→ EXERCISE
Type out all the records again exactly.

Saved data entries
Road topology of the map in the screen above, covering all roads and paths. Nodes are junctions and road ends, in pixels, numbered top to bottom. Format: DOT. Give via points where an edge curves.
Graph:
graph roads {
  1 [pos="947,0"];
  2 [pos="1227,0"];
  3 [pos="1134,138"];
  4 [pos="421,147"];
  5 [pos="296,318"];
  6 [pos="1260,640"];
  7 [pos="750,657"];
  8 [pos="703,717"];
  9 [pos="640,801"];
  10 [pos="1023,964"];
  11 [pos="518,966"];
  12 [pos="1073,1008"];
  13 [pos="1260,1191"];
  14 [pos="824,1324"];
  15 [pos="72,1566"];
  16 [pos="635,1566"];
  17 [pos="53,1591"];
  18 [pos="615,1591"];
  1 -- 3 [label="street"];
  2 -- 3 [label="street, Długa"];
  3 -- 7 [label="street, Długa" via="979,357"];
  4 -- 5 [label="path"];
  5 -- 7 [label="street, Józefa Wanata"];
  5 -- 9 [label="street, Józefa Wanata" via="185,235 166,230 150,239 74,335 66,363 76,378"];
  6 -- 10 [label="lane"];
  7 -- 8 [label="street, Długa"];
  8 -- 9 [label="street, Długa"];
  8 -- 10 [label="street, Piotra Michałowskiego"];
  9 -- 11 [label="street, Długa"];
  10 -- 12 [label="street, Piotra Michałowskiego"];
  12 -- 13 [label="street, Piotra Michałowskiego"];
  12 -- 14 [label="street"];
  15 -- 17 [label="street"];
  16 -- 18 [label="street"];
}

→ ANSWER BOX
Road topology of the map in the screen above, covering all roads and paths. Nodes are junctions and road ends, in pixels, numbered top to bottom. Format: DOT. Give via points where an edge curves.
Graph:
graph roads {
  1 [pos="947,0"];
  2 [pos="1227,0"];
  3 [pos="1134,138"];
  4 [pos="421,147"];
  5 [pos="296,318"];
  6 [pos="1260,640"];
  7 [pos="750,657"];
  8 [pos="703,717"];
  9 [pos="640,801"];
  10 [pos="1023,964"];
  11 [pos="518,966"];
  12 [pos="1073,1008"];
  13 [pos="1260,1191"];
  14 [pos="824,1324"];
  15 [pos="72,1566"];
  16 [pos="635,1566"];
  17 [pos="53,1591"];
  18 [pos="615,1591"];
  1 -- 3 [label="street"];
  2 -- 3 [label="street, Długa"];
  3 -- 7 [label="street, Długa" via="979,357"];
  4 -- 5 [label="path"];
  5 -- 7 [label="street, Józefa Wanata"];
  5 -- 9 [label="street, Józefa Wanata" via="185,235 166,230 150,239 74,335 66,363 76,378"];
  6 -- 10 [label="lane"];
  7 -- 8 [label="street, Długa"];
  8 -- 9 [label="street, Długa"];
  8 -- 10 [label="street, Piotra Michałowskiego"];
  9 -- 11 [label="street, Długa"];
  10 -- 12 [label="street, Piotra Michałowskiego"];
  12 -- 13 [label="street, Piotra Michałowskiego"];
  12 -- 14 [label="street"];
  15 -- 17 [label="street"];
  16 -- 18 [label="street"];
}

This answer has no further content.